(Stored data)
┌──

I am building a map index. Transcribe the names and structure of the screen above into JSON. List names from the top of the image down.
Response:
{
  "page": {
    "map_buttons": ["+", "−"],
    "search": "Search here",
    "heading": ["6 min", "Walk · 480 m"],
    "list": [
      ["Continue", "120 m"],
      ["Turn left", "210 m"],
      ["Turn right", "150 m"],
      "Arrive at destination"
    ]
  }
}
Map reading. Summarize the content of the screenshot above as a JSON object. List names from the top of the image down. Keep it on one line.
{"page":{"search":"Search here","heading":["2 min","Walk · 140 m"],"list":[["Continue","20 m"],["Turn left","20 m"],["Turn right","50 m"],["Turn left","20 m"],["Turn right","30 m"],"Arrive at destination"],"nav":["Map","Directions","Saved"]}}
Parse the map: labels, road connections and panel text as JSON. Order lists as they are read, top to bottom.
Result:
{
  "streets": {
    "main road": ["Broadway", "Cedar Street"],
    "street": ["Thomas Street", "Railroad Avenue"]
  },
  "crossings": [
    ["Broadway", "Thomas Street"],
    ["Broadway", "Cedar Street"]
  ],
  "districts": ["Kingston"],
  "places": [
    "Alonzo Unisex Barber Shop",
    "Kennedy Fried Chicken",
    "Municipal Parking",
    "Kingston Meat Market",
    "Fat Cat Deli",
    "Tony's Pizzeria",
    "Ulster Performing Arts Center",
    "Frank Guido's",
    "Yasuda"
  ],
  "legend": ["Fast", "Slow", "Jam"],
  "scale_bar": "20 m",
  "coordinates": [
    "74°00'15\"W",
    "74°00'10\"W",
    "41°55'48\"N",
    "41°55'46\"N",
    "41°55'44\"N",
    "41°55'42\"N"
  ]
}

└──

* Problem to solve *
Write out a verbatim copy of the data, beginning with its first line and ending with the line that contains "Parse the map: labels, road".

* Written solution *
I am building a map index. Transcribe the names and structure of the screen above into JSON. List names from the top of the image down.
Response:
{
  "page": {
    "map_buttons": ["+", "−"],
    "search": "Search here",
    "heading": ["6 min", "Walk · 480 m"],
    "list": [
      ["Continue", "120 m"],
      ["Turn left", "210 m"],
      ["Turn right", "150 m"],
      "Arrive at destination"
    ]
  }
}
Map reading. Summarize the content of the screenshot above as a JSON object. List names from the top of the image down. Keep it on one line.
{"page":{"search":"Search here","heading":["2 min","Walk · 140 m"],"list":[["Continue","20 m"],["Turn left","20 m"],["Turn right","50 m"],["Turn left","20 m"],["Turn right","30 m"],"Arrive at destination"],"nav":["Map","Directions","Saved"]}}
Parse the map: labels, road connections and panel text as JSON. Order lists as they are read, top to bottom.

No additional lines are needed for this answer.